31P NMR spectroscopy of hypertrophied rat heart: effect of graded global ischemia.
Clarke K., Sunn N., Willis RJ.
To investigate the cause for the greater susceptibility of hypertrophied hearts to ischemic injury, we determined the interrelations of total work output, contractile function and energy metabolism in isolated, perfused normal and hypertrophied rat hearts subjected to graded global ischemia. Cardiac hypertrophy was induced by giving rats seven daily injections of either triiodothyronine (0.2 mg/kg) or isoproterenol (5 mg/kg). All hearts were perfused at an aortic pressure of 100 mmHg in the isovolumic mode in an NMR spectrometer (7.05 Tesla).
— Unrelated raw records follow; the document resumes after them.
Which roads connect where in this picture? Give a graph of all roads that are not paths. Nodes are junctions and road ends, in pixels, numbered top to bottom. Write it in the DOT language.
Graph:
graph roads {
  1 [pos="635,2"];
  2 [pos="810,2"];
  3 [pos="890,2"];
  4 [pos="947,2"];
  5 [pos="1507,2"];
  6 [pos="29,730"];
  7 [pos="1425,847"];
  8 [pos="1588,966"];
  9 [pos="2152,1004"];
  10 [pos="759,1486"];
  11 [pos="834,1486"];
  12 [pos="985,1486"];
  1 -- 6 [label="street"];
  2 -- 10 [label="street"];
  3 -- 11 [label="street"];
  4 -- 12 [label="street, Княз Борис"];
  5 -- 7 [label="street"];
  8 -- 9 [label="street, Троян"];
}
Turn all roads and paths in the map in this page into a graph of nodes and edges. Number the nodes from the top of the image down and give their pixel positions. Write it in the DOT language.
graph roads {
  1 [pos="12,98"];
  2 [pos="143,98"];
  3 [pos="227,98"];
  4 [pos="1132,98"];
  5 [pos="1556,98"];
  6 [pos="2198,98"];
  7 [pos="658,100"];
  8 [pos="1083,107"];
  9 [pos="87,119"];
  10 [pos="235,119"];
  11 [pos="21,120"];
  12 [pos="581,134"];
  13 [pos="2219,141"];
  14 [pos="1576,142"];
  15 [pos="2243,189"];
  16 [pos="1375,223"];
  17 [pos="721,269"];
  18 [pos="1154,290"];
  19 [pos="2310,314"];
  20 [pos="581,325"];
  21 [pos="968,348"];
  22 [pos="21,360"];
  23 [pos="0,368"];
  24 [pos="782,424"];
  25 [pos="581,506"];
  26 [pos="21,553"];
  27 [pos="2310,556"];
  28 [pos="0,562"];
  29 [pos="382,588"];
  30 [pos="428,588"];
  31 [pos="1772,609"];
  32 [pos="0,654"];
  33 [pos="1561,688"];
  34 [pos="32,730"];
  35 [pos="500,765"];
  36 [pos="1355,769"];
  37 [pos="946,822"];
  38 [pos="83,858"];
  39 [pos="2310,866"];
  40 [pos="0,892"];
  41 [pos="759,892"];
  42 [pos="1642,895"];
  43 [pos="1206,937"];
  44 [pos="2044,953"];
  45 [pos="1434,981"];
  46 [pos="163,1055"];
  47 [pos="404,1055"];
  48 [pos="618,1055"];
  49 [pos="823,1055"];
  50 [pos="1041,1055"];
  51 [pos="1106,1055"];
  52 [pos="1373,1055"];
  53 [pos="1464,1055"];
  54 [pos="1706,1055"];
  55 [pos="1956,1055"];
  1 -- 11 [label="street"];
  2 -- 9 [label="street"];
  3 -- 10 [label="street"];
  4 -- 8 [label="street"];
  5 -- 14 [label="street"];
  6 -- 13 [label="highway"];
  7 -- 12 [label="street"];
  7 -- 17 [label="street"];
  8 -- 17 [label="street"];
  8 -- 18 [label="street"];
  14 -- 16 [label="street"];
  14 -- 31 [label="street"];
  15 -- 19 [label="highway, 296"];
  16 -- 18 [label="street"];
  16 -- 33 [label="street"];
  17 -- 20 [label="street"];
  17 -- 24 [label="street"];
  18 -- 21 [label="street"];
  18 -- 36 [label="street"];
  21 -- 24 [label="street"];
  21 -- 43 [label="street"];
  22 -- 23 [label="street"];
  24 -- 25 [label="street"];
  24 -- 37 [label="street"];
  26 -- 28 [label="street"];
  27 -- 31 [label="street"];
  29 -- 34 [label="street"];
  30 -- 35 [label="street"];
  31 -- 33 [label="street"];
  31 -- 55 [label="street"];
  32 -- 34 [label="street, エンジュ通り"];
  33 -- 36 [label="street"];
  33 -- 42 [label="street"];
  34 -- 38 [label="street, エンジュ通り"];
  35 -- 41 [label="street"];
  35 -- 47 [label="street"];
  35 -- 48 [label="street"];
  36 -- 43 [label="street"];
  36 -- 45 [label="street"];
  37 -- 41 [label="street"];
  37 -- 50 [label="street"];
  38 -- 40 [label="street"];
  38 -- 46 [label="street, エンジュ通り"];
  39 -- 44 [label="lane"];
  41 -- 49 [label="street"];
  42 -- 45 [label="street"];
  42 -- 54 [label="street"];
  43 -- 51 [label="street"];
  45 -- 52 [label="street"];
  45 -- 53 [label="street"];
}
Heart rate, developed pressure, and coronary flow were monitored simultaneously with changes in pH, creatine phosphate, ATP and inorganic phosphate. During pre-ischemic perfusion, the total work output (rate-pressure product) of hyperthyroid hearts was 28% higher than that of control hearts, whereas hearts from isoproterenol-treated animals showed no difference. However, when related to unit muscle mass, work was normal in hyperthyroid hearts and 26% lower after isoproterenol. Contractile function per unit myocardium (developed pressure/g wet weight) was lower in the hypertrophied hearts. ATP content was the same in all groups. Creatine phosphate decreased 41% after triiodothyronine and 25% after isoproterenol. Inorganic phosphate levels and intracellular pH were similar in control and isoproterenol-treated rat hearts, but were higher in the hyperthyroid rat hearts. The phosphorylation potential and the free energy change of ATP hydrolysis were lowered by hypertrophy, the levels correlating with the depressed contractile function. At each ischemic flow rate, both work and contractile function per unit myocardium were the same for all hearts, but the relations between flow and phosphorylation potential were different for each type of heart. Thus, at low flow rates, hypertrophied hearts perform the same amount of work and have the same contractile function as control hearts, but with abnormal changes in energy metabolism, indicating that the relations of energy status to coronary flow, total work output and contractile function are altered during the process of hypertrophy.